Gli ultimi due decenni della carriera di Duchamp furono segnati dall'ascesa della sua fama internazionale e caratterizzati da mostre di peso, tra cui la sua prima retrospettiva al Pasadena Art Museum nel 1963. In molti casi, queste occasioni presentarono copie di opere d’arte autorizzate da Duchamp. Questo approccio era in linea con il suo fascino per le riproduzioni, che ha caratterizzato tutta la sua carriera, confondendo i confini tra originale e copia, e con le sue opinioni radicali sulla paternità dell'opera d'arte.

 La mostra presenterà una serie di repliche e multipli di ready-made realizzati in collaborazione con Katherine S. Dreier, Sidney Janis, Ulf Linde, Arturo Schwarz e Richard Hamilton.
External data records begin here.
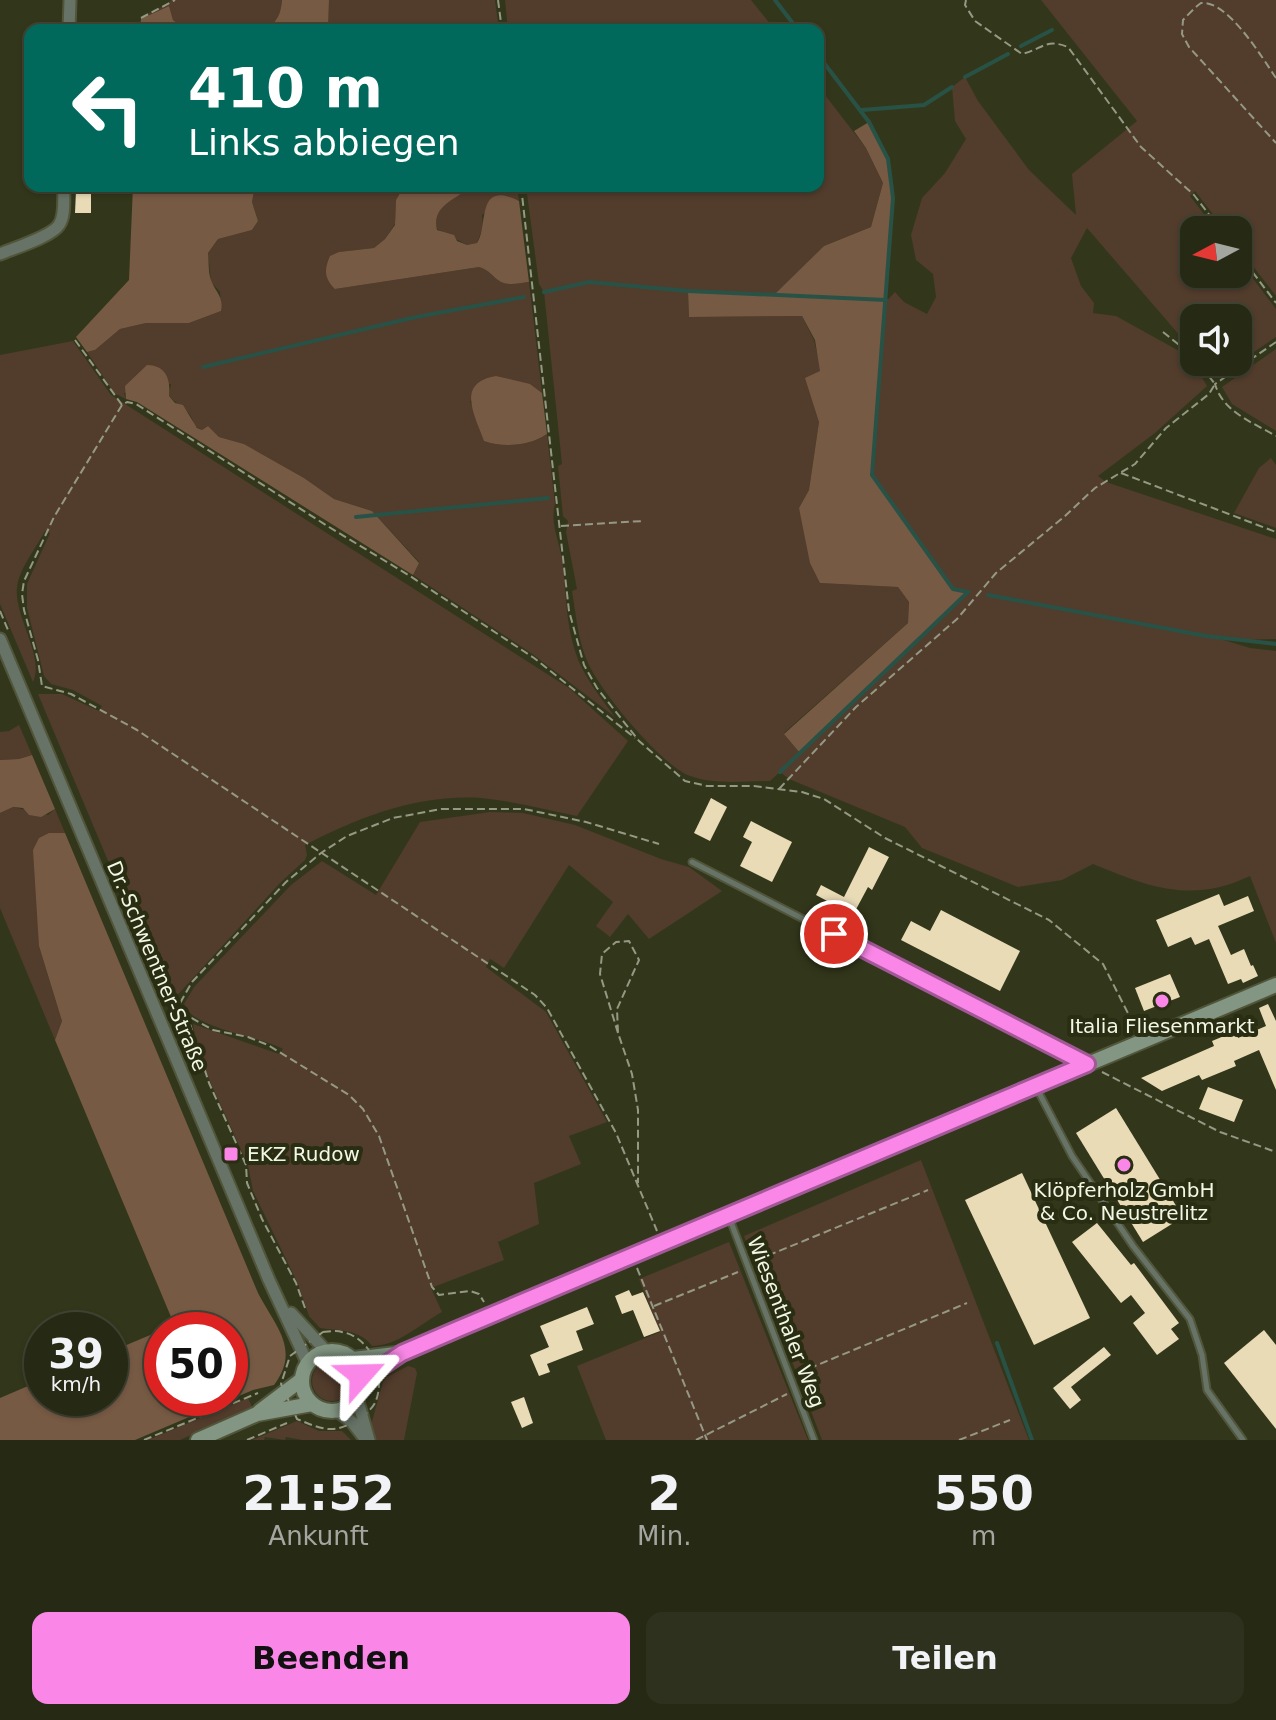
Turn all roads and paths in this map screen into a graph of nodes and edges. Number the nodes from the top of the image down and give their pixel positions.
1 (70, 0) edge
2 (175, 0) edge
3 (498, 0) edge
4 (966, 0) edge
5 (1216, 1) edge
6 (1229, 8) dead end
7 (141, 18) dead end
8 (69, 24) edge
9 (501, 24) edge
10 (1276, 78) edge
11 (1276, 143) edge
12 (64, 192) edge
13 (522, 192) edge
14 (1210, 216) edge
15 (0, 254) edge
16 (1252, 271) edge
17 (1276, 303) edge
18 (1163, 332) dead end
19 (75, 340) dead end
20 (1276, 342) edge
21 (1180, 346) edge
22 (1209, 376) edge
23 (1215, 384) junction
24 (122, 405) junction
25 (1276, 436) edge
26 (1121, 473) junction
27 (643, 521) dead end
28 (560, 526) junction
29 (1276, 532) edge
30 (0, 639) edge
31 (639, 741) junction
32 (779, 789) junction
33 (659, 844) dead end
34 (321, 853) junction
35 (692, 862) dead end
36 (1276, 985) edge
37 (176, 1010) junction
38 (158, 1018) junction
39 (618, 1033) junction
40 (1142, 1041) junction
41 (1087, 1064) junction
42 (1036, 1086) junction
43 (1276, 1152) edge
44 (638, 1184) junction
45 (928, 1190) dead end
46 (728, 1216) junction
47 (662, 1243) junction
48 (631, 1256) junction
49 (747, 1266) junction
50 (967, 1303) dead end
51 (284, 1306) junction
52 (654, 1306) junction
53 (490, 1315) junction
54 (310, 1333) junction
55 (301, 1345) junction
56 (326, 1351) junction
57 (353, 1359) junction
58 (307, 1362) junction
59 (375, 1364) junction
60 (790, 1376) junction
61 (301, 1380) junction
62 (362, 1380) junction
63 (795, 1390) junction
64 (283, 1397) junction
65 (357, 1398) junction
66 (312, 1404) junction
67 (337, 1411) junction
68 (357, 1419) junction
69 (1010, 1420) dead end
70 (705, 1435) junction
71 (144, 1440) edge
72 (198, 1440) edge
73 (247, 1440) edge
74 (368, 1440) edge
75 (696, 1440) edge
76 (707, 1440) edge
77 (814, 1440) edge
78 (959, 1440) edge
79 (1243, 1440) edge

1 - 8 street
2 - 7 path
3 - 9 path
4 - 14 path
5 - 11 path
6 - 10 path
12 - 15 street
13 - 28 path
16 - 17 path
18 - 21 path
19 - 24 path
20 - 23 path
22 - 23 path
23 - 25 path
23 - 26 path
24 - 31 path
24 - 34 path
26 - 29 path
26 - 32 path
27 - 28 path
28 - 31 path
30 - 38 street, Dr.-Schwentner-Straße
31 - 32 path
32 - 40 path
33 - 34 path
34 - 37 path
34 - 44 path
35 - 41 lane
36 - 40 main road
37 - 38 path
37 - 53 path
37 - 54 path
38 - 51 street, Dr.-Schwentner-Straße
39 - 39 path
39 - 44 path
40 - 41 main road
41 - 42 main road
41 - 43 path
42 - 46 main road
42 - 79 lane
44 - 47 path
45 - 49 path
46 - 47 main road
46 - 49 lane, Wiesenthaler Weg
47 - 48 main road
48 - 52 path
48 - 53 main road
49 - 52 path
49 - 60 lane, Wiesenthaler Weg
50 - 60 path
51 - 54 street, Dr.-Schwentner-Straße
51 - 55 street, Dr.-Schwentner-Straße
52 - 70 path
53 - 59 main road
54 - 55 path
54 - 56 street, Dr.-Schwentner-Straße
54 - 59 path
55 - 58 street, Dr.-Schwentner-Straße
55 - 64 path
56 - 57 main road
56 - 58 main road
57 - 59 main road
57 - 62 main road
58 - 61 main road
59 - 62 main road
59 - 68 path
60 - 63 lane, Wiesenthaler Weg
61 - 64 main road
61 - 66 main road
62 - 65 main road
63 - 70 path
63 - 77 lane, Wiesenthaler Weg
64 - 66 main road
64 - 68 path
64 - 71 path
64 - 72 main road
64 - 73 path
65 - 67 main road
65 - 68 street
66 - 67 main road
67 - 68 street
68 - 74 street
69 - 78 path
70 - 75 path
70 - 76 path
Duchamp continuò a innovare fino alla fine della sua carriera, in particolare con la preparazione durata vent’anni di un’opera in situ per il Philadelphia Museum of Art, «Étant donnés: 1° la chute d'eau, 2° le gaz d'éclairage» (1946-66). In mostra si vedranno gli studi che ispirarono la realizzazione di questa che fu l'ultima opera di Duchamp, installata al Pma un anno dopo la sua morte.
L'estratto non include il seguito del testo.